§ ASSIGNMENT:
Return exactly the final stretch of the records below, opening with the line that contains "Digitize the connectivity of all" and closing with the last line.

○ ○ ○ ○ ○ ○ ○

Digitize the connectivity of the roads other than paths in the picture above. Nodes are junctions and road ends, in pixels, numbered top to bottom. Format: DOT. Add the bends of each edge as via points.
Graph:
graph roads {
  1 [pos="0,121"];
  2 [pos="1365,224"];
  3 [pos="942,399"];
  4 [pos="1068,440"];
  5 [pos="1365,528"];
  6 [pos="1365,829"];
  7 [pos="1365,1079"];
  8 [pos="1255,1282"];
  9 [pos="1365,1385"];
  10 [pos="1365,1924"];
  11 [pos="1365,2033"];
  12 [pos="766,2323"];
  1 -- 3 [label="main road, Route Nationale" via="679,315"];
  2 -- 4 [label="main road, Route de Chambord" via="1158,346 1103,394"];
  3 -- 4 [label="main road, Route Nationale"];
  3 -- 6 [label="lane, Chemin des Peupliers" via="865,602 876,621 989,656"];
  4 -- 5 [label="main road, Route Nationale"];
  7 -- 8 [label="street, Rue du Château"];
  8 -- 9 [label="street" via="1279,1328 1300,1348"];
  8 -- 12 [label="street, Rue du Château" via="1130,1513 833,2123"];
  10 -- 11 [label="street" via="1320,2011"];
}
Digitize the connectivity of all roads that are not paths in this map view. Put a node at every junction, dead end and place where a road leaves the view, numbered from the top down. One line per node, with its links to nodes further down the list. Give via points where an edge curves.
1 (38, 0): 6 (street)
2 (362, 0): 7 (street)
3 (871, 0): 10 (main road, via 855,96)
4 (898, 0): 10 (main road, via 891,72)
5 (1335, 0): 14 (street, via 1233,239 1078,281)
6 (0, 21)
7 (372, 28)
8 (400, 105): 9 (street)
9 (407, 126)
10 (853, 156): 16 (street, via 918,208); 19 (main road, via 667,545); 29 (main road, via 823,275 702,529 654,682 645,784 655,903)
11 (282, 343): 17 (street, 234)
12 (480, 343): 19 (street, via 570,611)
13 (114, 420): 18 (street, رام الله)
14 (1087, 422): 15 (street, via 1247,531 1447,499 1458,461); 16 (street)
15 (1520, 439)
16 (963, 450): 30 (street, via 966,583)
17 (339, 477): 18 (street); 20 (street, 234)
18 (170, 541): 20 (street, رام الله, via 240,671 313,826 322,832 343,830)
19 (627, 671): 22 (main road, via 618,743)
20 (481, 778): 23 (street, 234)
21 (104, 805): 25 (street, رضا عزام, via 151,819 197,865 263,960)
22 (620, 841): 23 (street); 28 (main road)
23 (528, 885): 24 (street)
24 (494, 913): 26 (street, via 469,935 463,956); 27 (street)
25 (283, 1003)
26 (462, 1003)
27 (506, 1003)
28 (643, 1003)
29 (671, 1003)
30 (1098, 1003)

○ ○ ○ ○ ○ ○ ○

§ THE COMPLETED TASK:
Digitize the connectivity of all roads that are not paths in this map view. Put a node at every junction, dead end and place where a road leaves the view, numbered from the top down. One line per node, with its links to nodes further down the list. Give via points where an edge curves.
1 (38, 0): 6 (street)
2 (362, 0): 7 (street)
3 (871, 0): 10 (main road, via 855,96)
4 (898, 0): 10 (main road, via 891,72)
5 (1335, 0): 14 (street, via 1233,239 1078,281)
6 (0, 21)
7 (372, 28)
8 (400, 105): 9 (street)
9 (407, 126)
10 (853, 156): 16 (street, via 918,208); 19 (main road, via 667,545); 29 (main road, via 823,275 702,529 654,682 645,784 655,903)
11 (282, 343): 17 (street, 234)
12 (480, 343): 19 (street, via 570,611)
13 (114, 420): 18 (street, رام الله)
14 (1087, 422): 15 (street, via 1247,531 1447,499 1458,461); 16 (street)
15 (1520, 439)
16 (963, 450): 30 (street, via 966,583)
17 (339, 477): 18 (street); 20 (street, 234)
18 (170, 541): 20 (street, رام الله, via 240,671 313,826 322,832 343,830)
19 (627, 671): 22 (main road, via 618,743)
20 (481, 778): 23 (street, 234)
21 (104, 805): 25 (street, رضا عزام, via 151,819 197,865 263,960)
22 (620, 841): 23 (street); 28 (main road)
23 (528, 885): 24 (street)
24 (494, 913): 26 (street, via 469,935 463,956); 27 (street)
25 (283, 1003)
26 (462, 1003)
27 (506, 1003)
28 (643, 1003)
29 (671, 1003)
30 (1098, 1003)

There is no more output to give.